In my childhood in Vienna in the 1930s I had a school book with the title Our City. As far as I can recall, it had no particular civic purpose, but was intended to teach reading. Naturally, on its cover, was a picture of the Rathaus. The book contained stories on the various municipal services involved in making the city a safe and enjoyable place for children-the police, the fire and sanitation departments, the water works, the streetcars. The streetcars, then as today, were red in color, with the coat-of-arms of the city, a white cross on a red field, emblazoned on their sides. I frequently travelled on the “J” line (it too is still called that) from the center, where my father’s store was located, to our home. The streetcar turned left from the Ringstrassse within sight of the Rathaus. I also recall walking near the Rathaus shortly after the Anschluss. A gigantic swastika flag was hanging over its front entrance. The city, then, was no longer a safe place for some of its children.

I had never been inside the Rathaus until a few months ago, when I was invited to a dinner given by Zilk for the participants in an international conference on European migration. It so happened that I ended up sitting at his table, along with the French ambassador and his wife and several Austrian political types. The conversation was mostly carried on between Zilk and the politicos, and was mostly taken up with various outlandish events in the city’s politics. The French spoke excellent German, but they were frequently lost when Zilk and his fellow-politicos lapsed into broad Viennese dialect. Earlier, when I was introduced to Zilk as someone who had been born in Vienna, Zilk wanted to know where I had first lived as a child. I told him-the Eighth District, Josefsstadt. He wanted to know the street-I told him that too. He nodded. I felt certain that he knew how that neighborhood had voted in every election over the last three decades. He then wanted to know the exact address of the house. That, however, I had forgotten.
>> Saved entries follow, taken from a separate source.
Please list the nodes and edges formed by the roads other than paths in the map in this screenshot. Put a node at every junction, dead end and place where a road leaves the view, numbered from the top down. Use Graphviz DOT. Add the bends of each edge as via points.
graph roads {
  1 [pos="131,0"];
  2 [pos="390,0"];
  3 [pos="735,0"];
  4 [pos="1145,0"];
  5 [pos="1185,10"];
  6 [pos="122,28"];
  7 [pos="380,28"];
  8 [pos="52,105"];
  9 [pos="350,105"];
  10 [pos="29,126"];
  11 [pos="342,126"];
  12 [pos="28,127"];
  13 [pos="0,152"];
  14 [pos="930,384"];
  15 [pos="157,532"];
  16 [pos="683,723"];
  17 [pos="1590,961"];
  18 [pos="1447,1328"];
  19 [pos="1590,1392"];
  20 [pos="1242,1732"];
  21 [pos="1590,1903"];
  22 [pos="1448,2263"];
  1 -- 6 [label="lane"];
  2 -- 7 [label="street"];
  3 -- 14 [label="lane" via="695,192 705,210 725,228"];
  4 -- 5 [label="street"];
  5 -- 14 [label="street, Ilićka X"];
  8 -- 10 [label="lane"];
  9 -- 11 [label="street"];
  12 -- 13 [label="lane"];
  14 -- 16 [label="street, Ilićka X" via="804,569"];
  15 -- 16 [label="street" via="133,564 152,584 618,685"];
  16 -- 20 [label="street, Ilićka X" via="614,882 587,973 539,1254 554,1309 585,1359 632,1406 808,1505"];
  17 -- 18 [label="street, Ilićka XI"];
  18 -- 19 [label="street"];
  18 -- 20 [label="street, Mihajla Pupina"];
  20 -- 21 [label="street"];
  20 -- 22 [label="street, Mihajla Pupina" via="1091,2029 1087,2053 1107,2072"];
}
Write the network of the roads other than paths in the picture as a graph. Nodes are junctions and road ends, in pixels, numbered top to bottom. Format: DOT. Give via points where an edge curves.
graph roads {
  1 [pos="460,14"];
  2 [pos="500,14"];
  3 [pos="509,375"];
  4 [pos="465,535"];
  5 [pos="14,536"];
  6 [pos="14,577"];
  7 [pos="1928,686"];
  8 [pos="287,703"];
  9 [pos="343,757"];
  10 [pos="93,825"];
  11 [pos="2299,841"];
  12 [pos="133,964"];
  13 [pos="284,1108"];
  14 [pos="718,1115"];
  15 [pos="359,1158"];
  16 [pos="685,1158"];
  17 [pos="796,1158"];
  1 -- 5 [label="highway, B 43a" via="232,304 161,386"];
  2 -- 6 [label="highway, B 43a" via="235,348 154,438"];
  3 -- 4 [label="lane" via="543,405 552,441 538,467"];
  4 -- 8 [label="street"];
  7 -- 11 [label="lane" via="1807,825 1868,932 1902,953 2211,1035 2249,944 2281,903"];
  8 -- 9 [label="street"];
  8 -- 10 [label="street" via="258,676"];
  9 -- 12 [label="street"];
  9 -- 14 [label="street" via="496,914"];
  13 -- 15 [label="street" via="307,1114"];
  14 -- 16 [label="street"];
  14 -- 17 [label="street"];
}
But I told him that there had been a business on the ground floor that manufactured and sold prosthetic devices; it had been there a few years ago, when I had been in the area; I didn’t know if it was still there. “It’s still there,” said Zilk.

There had been a showcase exhibiting various products of the firm-wooden arms and legs, iron hooks and grasping devices, leather supports. I had as a child found these objects frightening and I always avoided looking at that showcase. My memory may well deceive me after all these years, but it seems to me that it was in that place where I first received an intimation that terrible things can happen and that the world was a less safe place than Our City had led me to believe.

Peter L. Berger is Director of the Institute for the Study of Economic Culture at Boston University.